2024-07-01T18:43:18+02:00       WARN    piecestore:monitor      Disk space is less than requested. Allocated space is   {"Process": "storagenode", "bytes": 16782805938716}
3 Likes

So how sure are you we won’t destroy our nodes? I thought about this workaround too, but I didn’t risk it. What if there is again some bug that will ignore the 5GB limit?

How reliable is this?
Because I had nodes crashing just recently with drive out of space and I had to delete the trash manually to free up the space be able to restart the node.
Databases were on SSD, space was set correctly, it however was not accounted correctly I assume because of some bug.
These are running on LVM and in some cases not all of the drive is allocated for the node - might this be the reason?

I was talking about my nodes. They have plenty of free space available and are not getting full in the next few weeks.

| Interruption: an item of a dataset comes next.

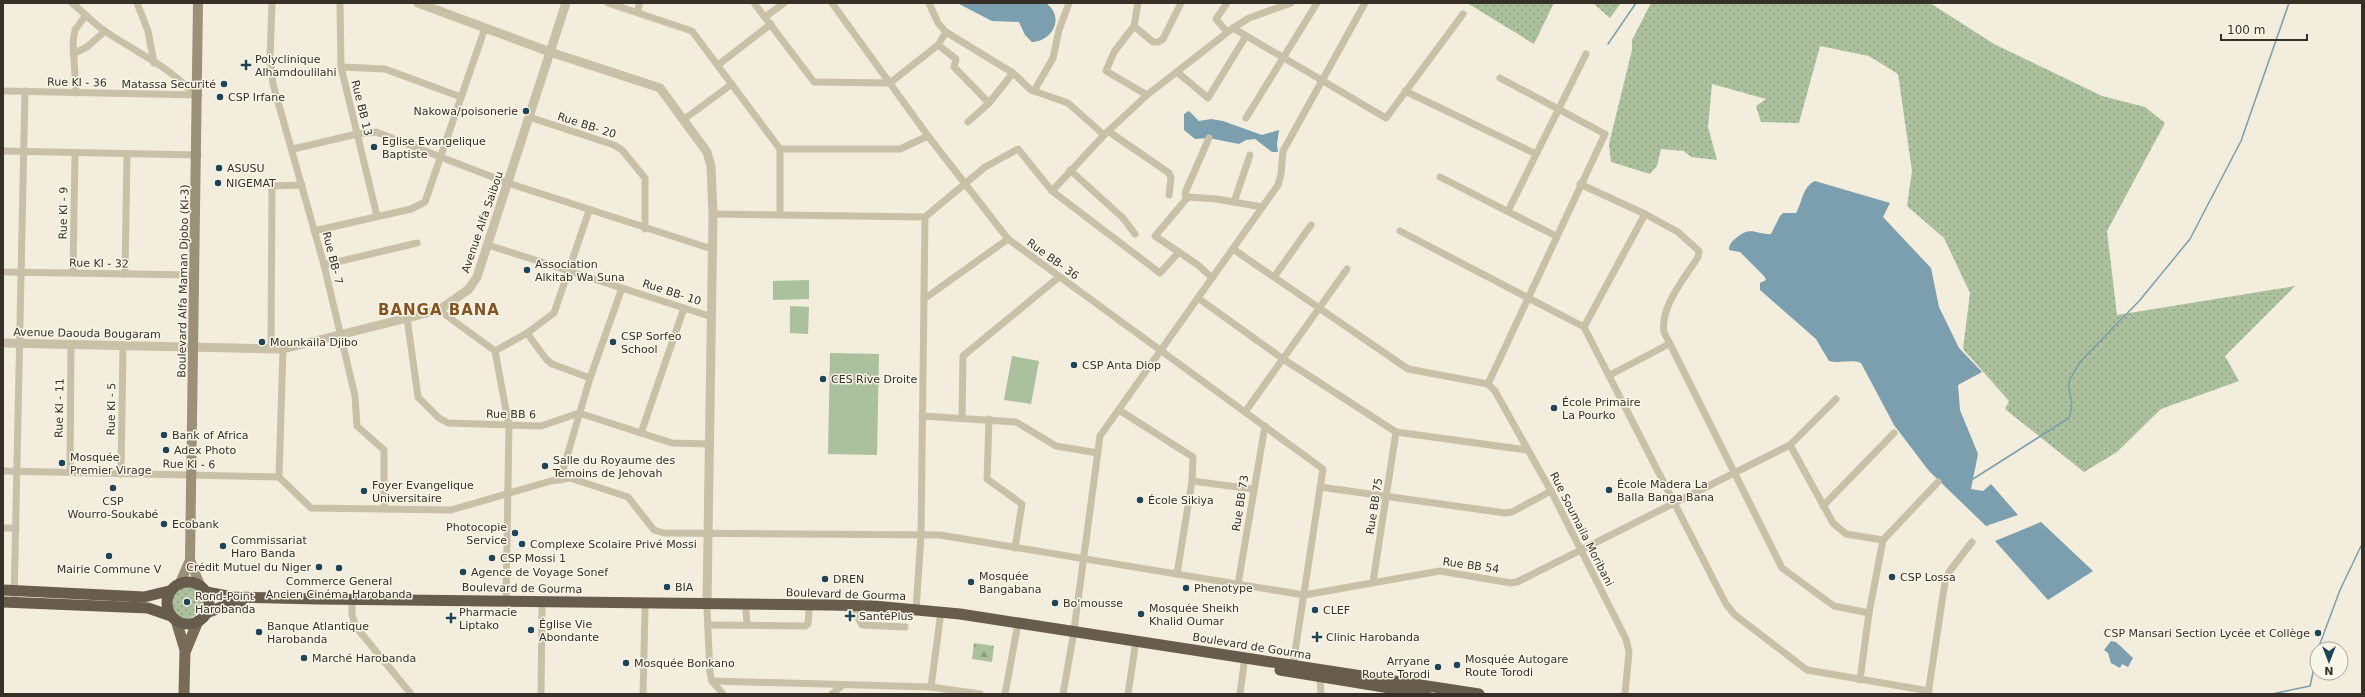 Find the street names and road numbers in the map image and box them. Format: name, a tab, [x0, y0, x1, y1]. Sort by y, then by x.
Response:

If you want some extra protection you can use a code snipet like this:

diskspace=`curl -s 127.0.0.1:1500$i/api/sno/ | jq .diskSpace`
used=`echo $diskspace | jq .used`
free=[run some df command to find out free space here]
trash=`echo $diskspace | jq .trash`
sed -i "s/storage\.allocated-disk-space: .*/storage.allocated-disk-space: $(($used+$trash+free)) B/g" [path to your storagenode config]

Maybe substract like 100GB from the free space and than you have your safety margin.

1 Like

I don’t understand. The workaround I was talking about was for nodes that believe they are full when they still have a few TB free space on disk. If your node is crashing because it is full than you might want to reduce your allocation. Why would you want to do the oposit? That would make your situation worse right?

If there is a free space check to determine the actual free space on the drive then the nodes shouldn’t be crashing because of drive being full.
My understanding is this was changed to 5GB recently, so the node should stop accepting uploads as the actual drive free space approaches 5GB of space left.
And I’m saying I had nodes that had less space allocated than what was the actual drive size and yet they crashed because the drive ran out of space.

Your filesystem might return incorrect data to the storagenode. In that case it would continue accepting more pieces than it should have.

Don’t write other data on the same drive. This sounds more like a topic that was discussed in a few other threads already. Just follow the advice you can read up there. @Alexey might even have some links for you.

Did you had database on same HDD or only data?

Databases are on separate SSDs, LVM caches are on separate SSDs and the drive was being used only for single storagenode and for nothing else, using ext4 with default settings except of -m 0. As a rule of thumb I leave around 5% of the drive (more specifically LV) as unused.
So the conclusion would be this free space check isn’t reliable, as hasn’t been the trash accounting, the BFs and so on. Or maybe it is just me and in that case please accept my apology.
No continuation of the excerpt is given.